National sevens team
- Years: Team /  / Comps
- 2011–24: New Zealand
- Rugby league career

Playing information
- Position: Second-row, Centre
Club
| Years | Team | Pld | T | G | FG | P |
| 2025– | New Zealand Warriors | 8 | 1 | 0 | 0 | 4 |
Representative
| Years | Team | Pld | T | G | FG | P |
| 2025– | New Zealand | 1 | 0 | 0 | 0 | 0 |
- As of 21 October 2025
- Medal record
Women's rugby sevens
Representing New Zealand
Olympic Games
| Silver medal – second place | 2016 Rio de Janeiro | Team competition |
Commonwealth Games
| Gold medal – first place | 2018 Gold Coast | Team competition |
Rugby World Cup Sevens
| Gold medal – first place | 2018 San Francisco | Team competition |

= Shakira Baker =

New Zealand rugby player

Shakira Baker (born 4 January 1992) is a New Zealand rugby union and rugby league player. She has represented New Zealand in both the fifteens and sevens rugby, plus rugby league.

== Rugby career ==
=== 2011 ===
Baker made her provincial debut at 16 for Wellington before making her test debut for the Black Ferns in 2011 against England.

=== 2012 ===
Baker was one of the 800 young women who attended the “Gold for Gold” Sevens trials in 2012 organized to identify talent with the potential to represent New Zealand in the Sevens competition at the Rio Olympics. At the trial she attended she was put through various fitness, rugby skills and character assessment activities. She was one of the most promising 30 who then attended a camp at Waiouru. This led to Baker playing both for the Sevens team as well as the Fifteen a side Black Ferns.

=== 2013 ===
In 2013 during a routine medical exam an electrocardiogram led to the discovery that she had a rare disorder of the heart's electrical system called Long QT syndrome which can lead to dangerous heart rhythms, fainting and sudden cardiac arrest. In her case it can be triggered by physical activity. She was treated first with a sympathectomy, where the nerve that controls the heart rate was burned in order to prevent it going over a certain rate, before key-hole surgery was used to cut the nerve supply to her heart. As a result, she missed most of the 2013 rugby season. Despite the success of the treatment it is necessary to have a defibrillator close by whenever she plays. Her first game back for the Sevens was at Dubai at the end of 2013.

=== 2014–23 ===
Baker then ruptured her anterior cruciate ligament (ACL) early in 2014 from which she recovered in time to be named in the Black Ferns squad to the 2014 Women's Rugby World Cup.
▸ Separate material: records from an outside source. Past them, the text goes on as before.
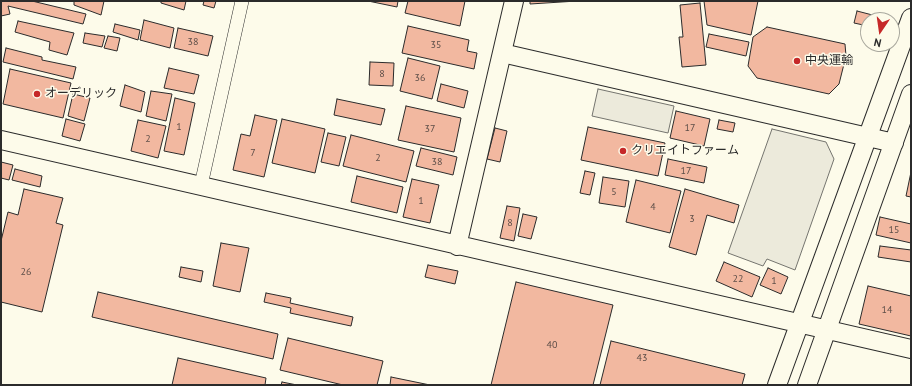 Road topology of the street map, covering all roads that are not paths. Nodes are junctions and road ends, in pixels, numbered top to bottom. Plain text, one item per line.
1 (242, 1) edge
2 (514, 1) edge
3 (910, 29) edge
4 (502, 53) junction
5 (911, 94) edge
6 (867, 137) junction
7 (1, 140) edge
8 (894, 143) junction
9 (201, 185) junction
10 (457, 246) junction
11 (800, 323) junction
12 (827, 330) junction
13 (911, 350) edge
14 (777, 385) edge
15 (807, 385) edge

1 - 9 street
2 - 4 street
3 - 6 street
4 - 6 street
4 - 10 street
5 - 8 street
6 - 8 street
6 - 11 street
7 - 9 street
8 - 12 street
9 - 10 street
10 - 11 street
11 - 12 street
11 - 14 street
12 - 13 street
12 - 15 street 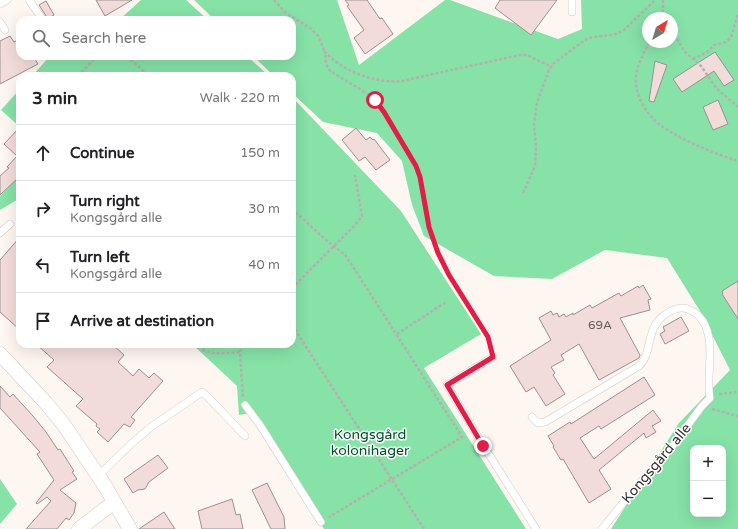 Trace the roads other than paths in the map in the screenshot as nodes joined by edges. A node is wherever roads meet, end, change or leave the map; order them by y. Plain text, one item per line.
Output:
1 (7, 0) edge
2 (29, 0) edge
3 (572, 0) edge
4 (0, 4) edge
5 (572, 12) dead end
6 (40, 16) edge
7 (0, 22) edge
8 (5, 30) dead end
9 (10, 224) dead end
10 (0, 233) edge
11 (0, 354) edge
12 (493, 357) road end
13 (245, 405) road end
14 (532, 417) dead end
15 (245, 436) dead end
16 (98, 476) junction
17 (114, 502) junction
18 (321, 522) road end
19 (79, 529) edge
20 (130, 529) edge
21 (536, 529) edge
22 (602, 529) edge

1 - 4 lane
2 - 6 lane
3 - 5 lane
7 - 8 lane
9 - 10 lane
11 - 16 street
12 - 21 lane
13 - 18 lane
14 - 22 lane, Kongsgård alle
15 - 16 lane
16 - 17 street
17 - 19 street
17 - 20 street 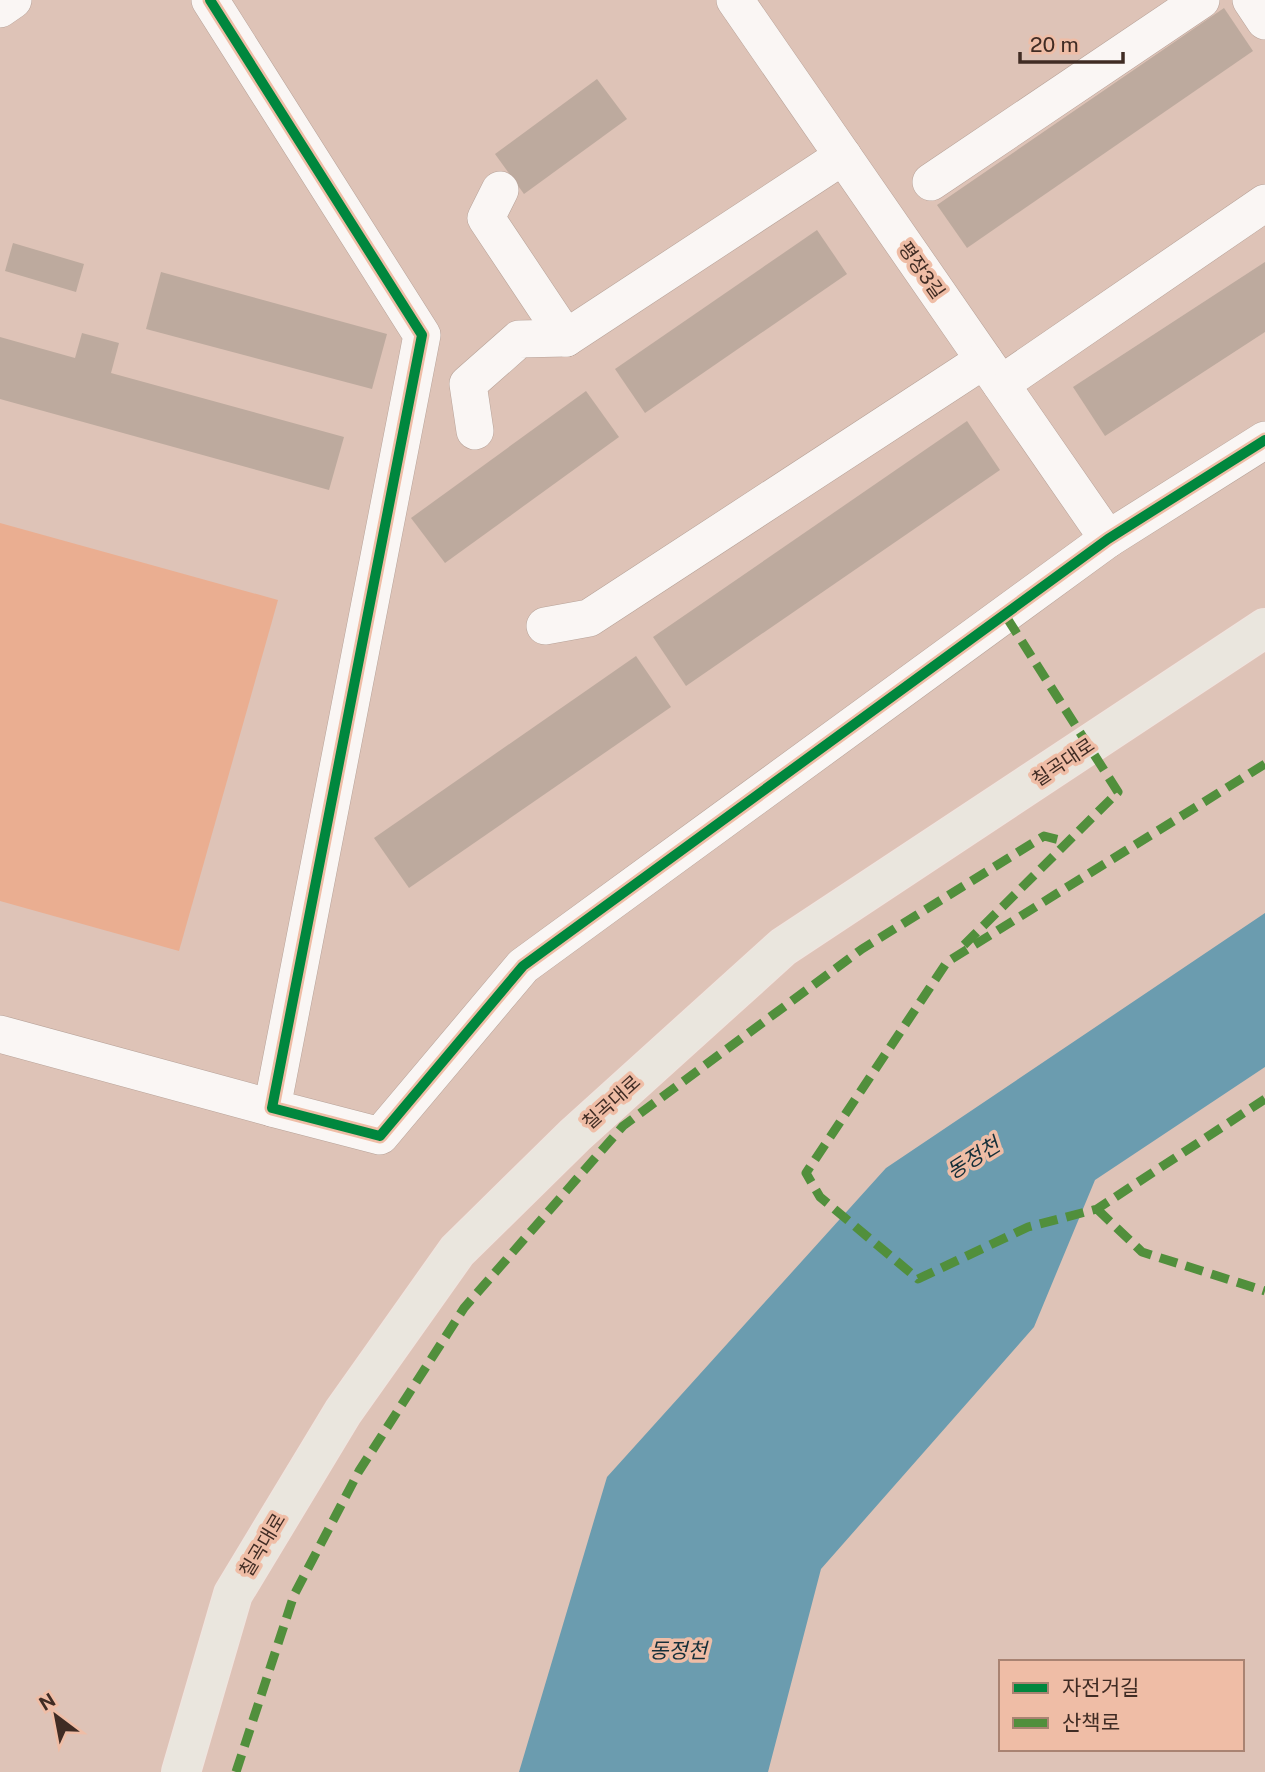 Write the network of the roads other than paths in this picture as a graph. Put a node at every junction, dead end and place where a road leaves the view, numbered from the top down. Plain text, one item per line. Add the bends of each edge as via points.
1 (13, 0) edge
2 (209, 0) edge
3 (735, 0) edge
4 (1201, 0) edge
5 (1251, 0) edge
6 (0, 9) edge
7 (1265, 20) edge
8 (843, 156) junction
9 (931, 182) dead end
10 (499, 190) dead end
11 (1265, 203) edge
12 (566, 338) junction
13 (993, 372) junction
14 (475, 431) dead end
15 (1265, 440) edge
16 (1108, 539) junction
17 (545, 626) dead end
18 (1265, 628) edge
19 (0, 1034) edge
20 (272, 1108) junction
21 (181, 1772) edge

1 - 6 street
2 - 20 street via 422,335
3 - 8 street, 평장3길
4 - 9 street
5 - 7 street
8 - 12 street
8 - 13 street, 평장3길
10 - 12 street via 486,218
11 - 13 street
12 - 14 street via 519,339 468,384
13 - 16 street, 평장3길
13 - 17 street via 589,618
15 - 16 street
16 - 20 street via 523,966 380,1136
18 - 21 main road, 칠곡대로 via 783,947 575,1135 457,1251 343,1412 233,1594
19 - 20 street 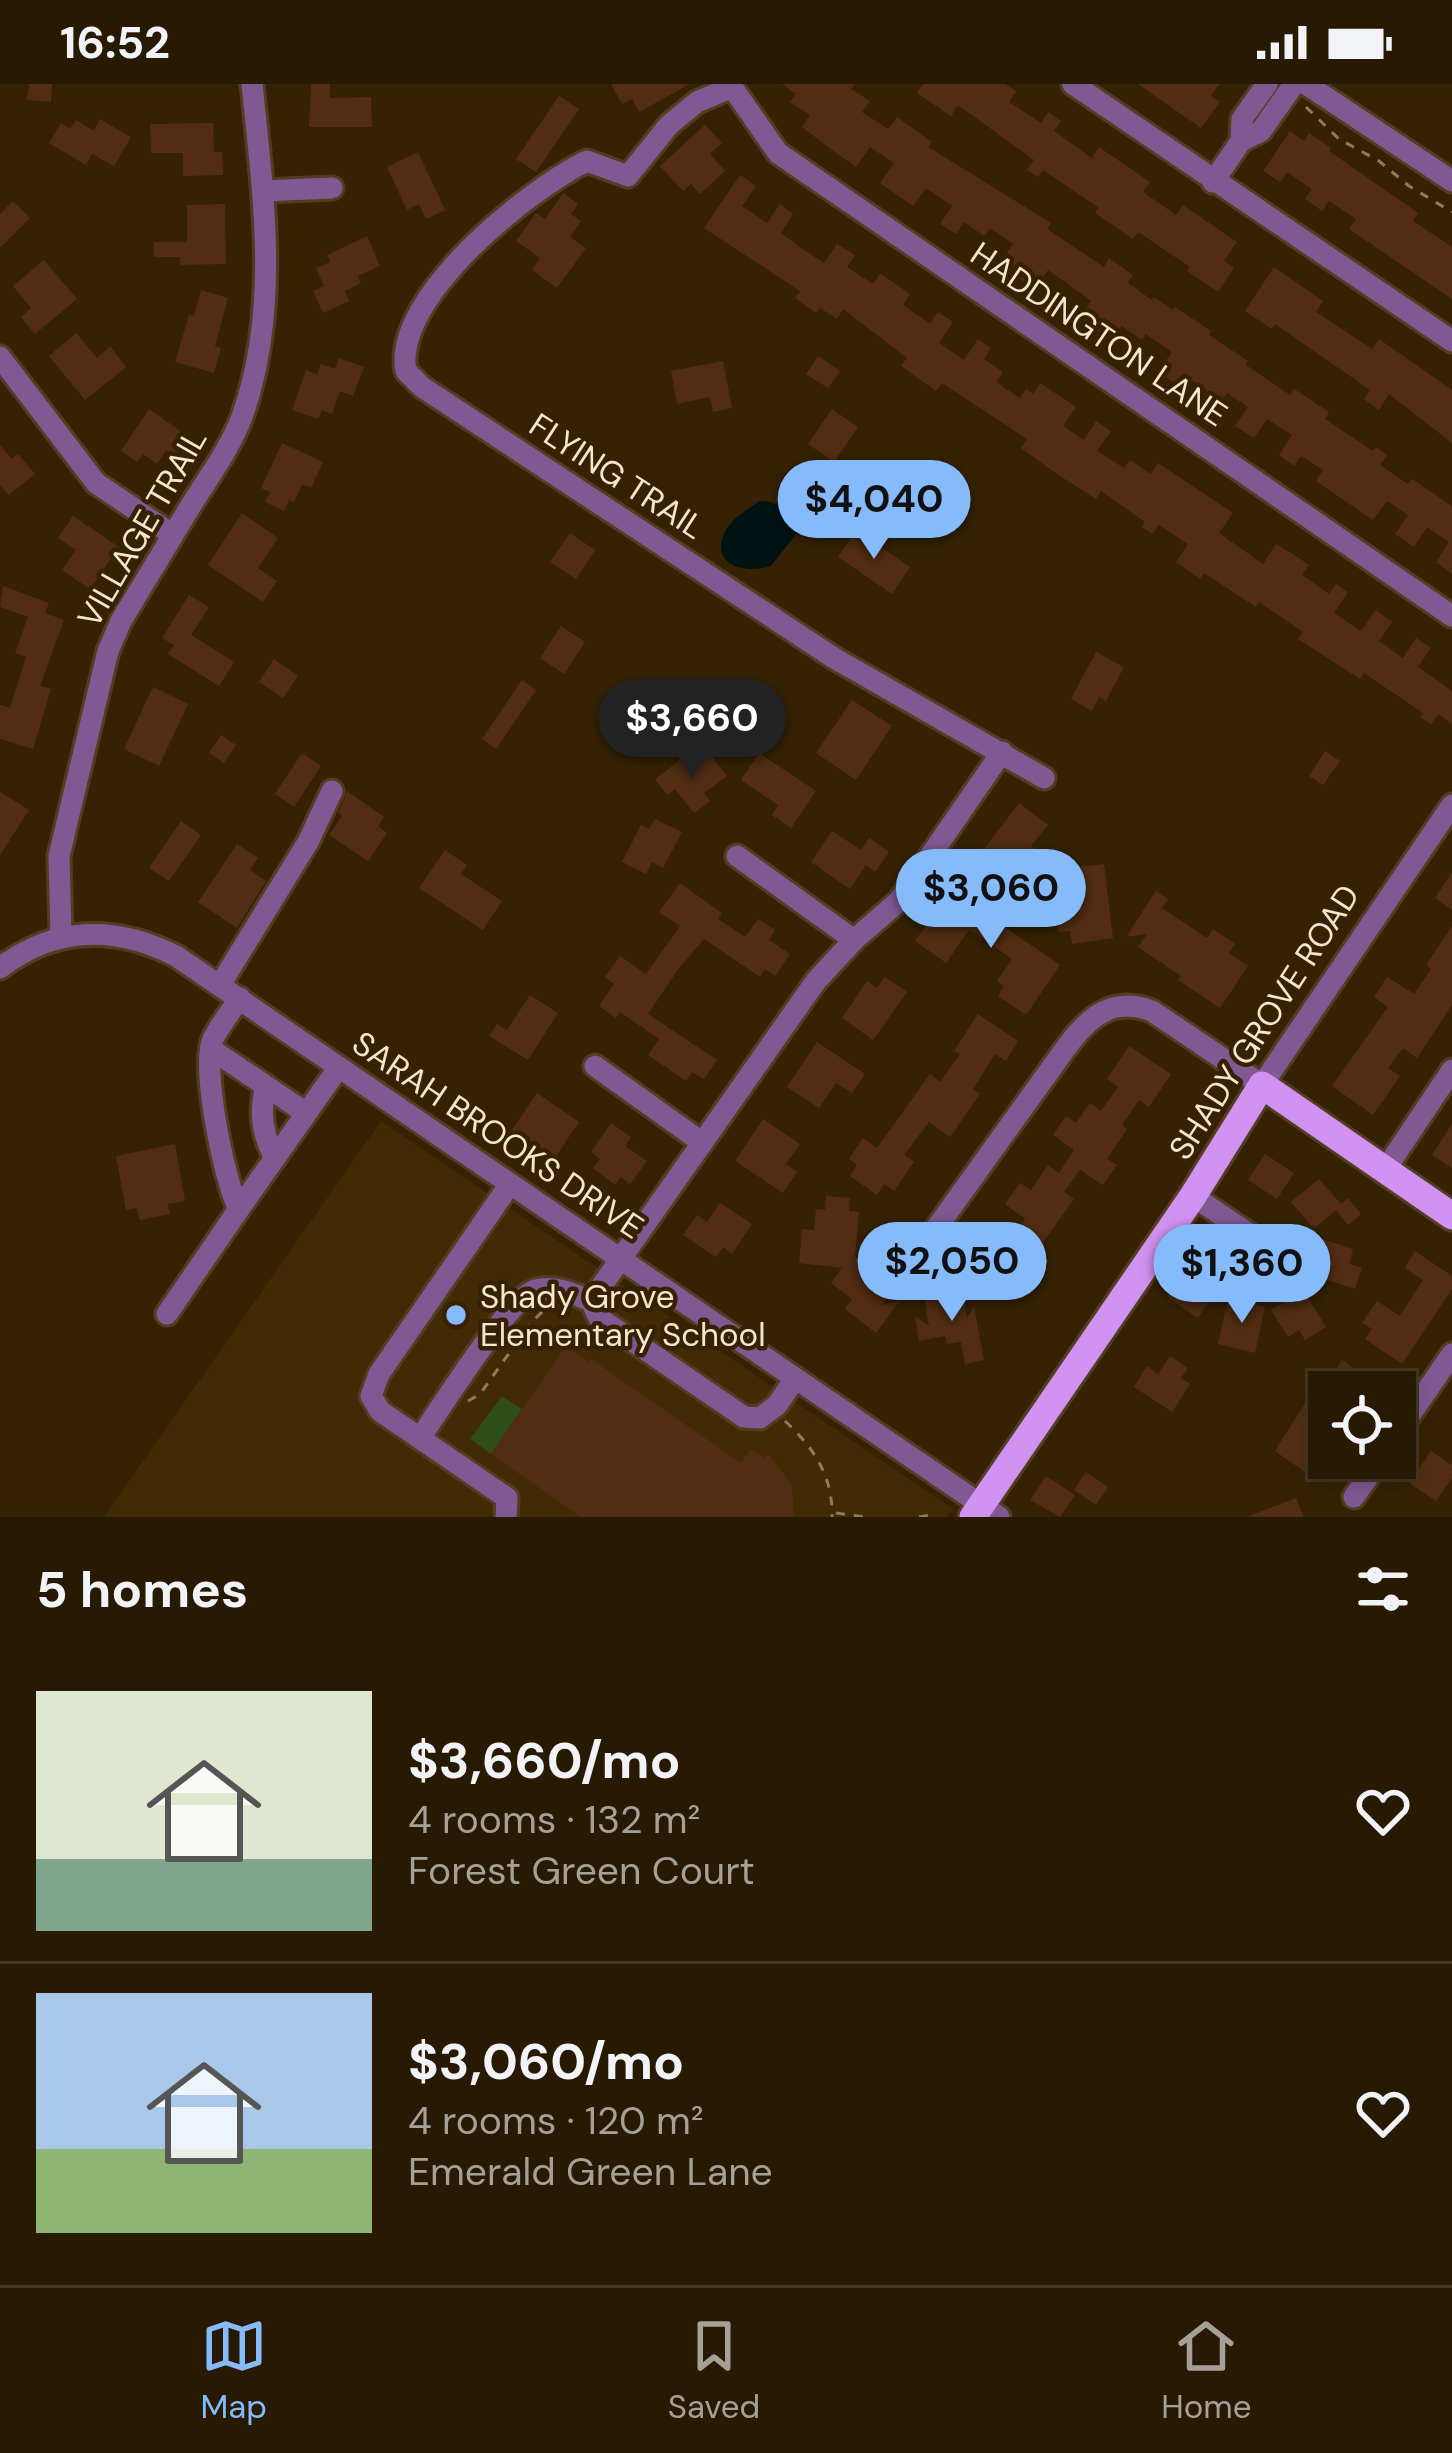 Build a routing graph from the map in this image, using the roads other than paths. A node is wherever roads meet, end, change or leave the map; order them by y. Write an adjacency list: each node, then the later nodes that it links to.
1 (252, 84): 8 (street, VILLAGE TRAIL)
2 (1073, 84): 6 (street)
3 (731, 86): 12 (street, HADDINGTON LANE); 13 (street, FLYING TRAIL)
4 (1289, 86): 5 (street); 6 (street)
5 (1452, 181)
6 (1213, 182): 9 (street)
7 (332, 188): 8 (street)
8 (262, 191): 11 (street, VILLAGE TRAIL)
9 (1452, 340)
10 (3, 369): 11 (street)
11 (173, 535): 18 (street, VILLAGE TRAIL)
12 (1452, 616)
13 (1002, 752): 14 (street, FLYING TRAIL); 19 (street)
14 (1044, 778)
15 (332, 791): 21 (street)
16 (1452, 805): 27 (street, SHADY GROVE ROAD)
17 (737, 856): 19 (street)
18 (62, 935): 20 (street); 21 (street, SARAH BROOKS DRIVE)
19 (854, 940): 30 (street)
20 (0, 968)
21 (220, 985): 22 (street, SARAH BROOKS DRIVE)
22 (240, 998): 23 (street); 24 (street, SARAH BROOKS DRIVE)
23 (211, 1048): 28 (street); 35 (street)
24 (339, 1066): 29 (street); 33 (street, SARAH BROOKS DRIVE)
25 (595, 1066): 30 (street)
26 (1452, 1070): 32 (street)
27 (1262, 1085): 32 (main road); 34 (main road, SHADY GROVE ROAD); 37 (street)
28 (266, 1086): 29 (street); 31 (street)
29 (306, 1113): 31 (street)
30 (700, 1141): 39 (street)
31 (275, 1158): 35 (street)
32 (1385, 1170): 36 (main road)
33 (510, 1184): 39 (street, SARAH BROOKS DRIVE); 45 (street)
34 (1192, 1196): 38 (street); 48 (main road, SHADY GROVE ROAD)
35 (239, 1209): 41 (street)
36 (1452, 1216)
37 (935, 1230)
38 (1258, 1240)
39 (620, 1259): 40 (street); 43 (street, SARAH BROOKS DRIVE)
40 (591, 1301): 43 (street); 45 (street)
41 (167, 1314)
42 (1452, 1354): 44 (street)
43 (795, 1379): 48 (street, SARAH BROOKS DRIVE)
44 (1416, 1406)
45 (420, 1438): 49 (street)
46 (1366, 1479): 47 (street)
47 (1354, 1497)
48 (985, 1513)
49 (506, 1517)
Baker was selected for the New Zealand women's sevens team to the 2016 Summer Olympics. In 2022, she was named as a non-travelling reserve for the Black Ferns Sevens squad to the Commonwealth Games in Birmingham.

In December 2022, She was confirmed as one of three final signings for Hurricanes Poua for the 2023 Super Rugby Aupiki season.

===2024===
On 20 September 2024 it was reported that she had signed for the New Zealand Warriors to play in the NRLW

==Personal life==
Of Māori descent, Baker affiliates to the Ngāti Kahungunu iwi.

She has a science degree, majoring in marine biology, from Victoria University.

Due to her ACL injury in 2014 she was taken off contract while she recovered. This gave her the opportunity to train as a high school teacher, specializing in mathematics which she used subsequently used to obtain a position teaching at Hamilton Girls’ High School for two years. Among the students in her Year 10 mathematics class during her first year teaching was future New Zealand sevens player Jazmin Hotham.

Baker is related to New Zealand Sevens star Gilles Kaka.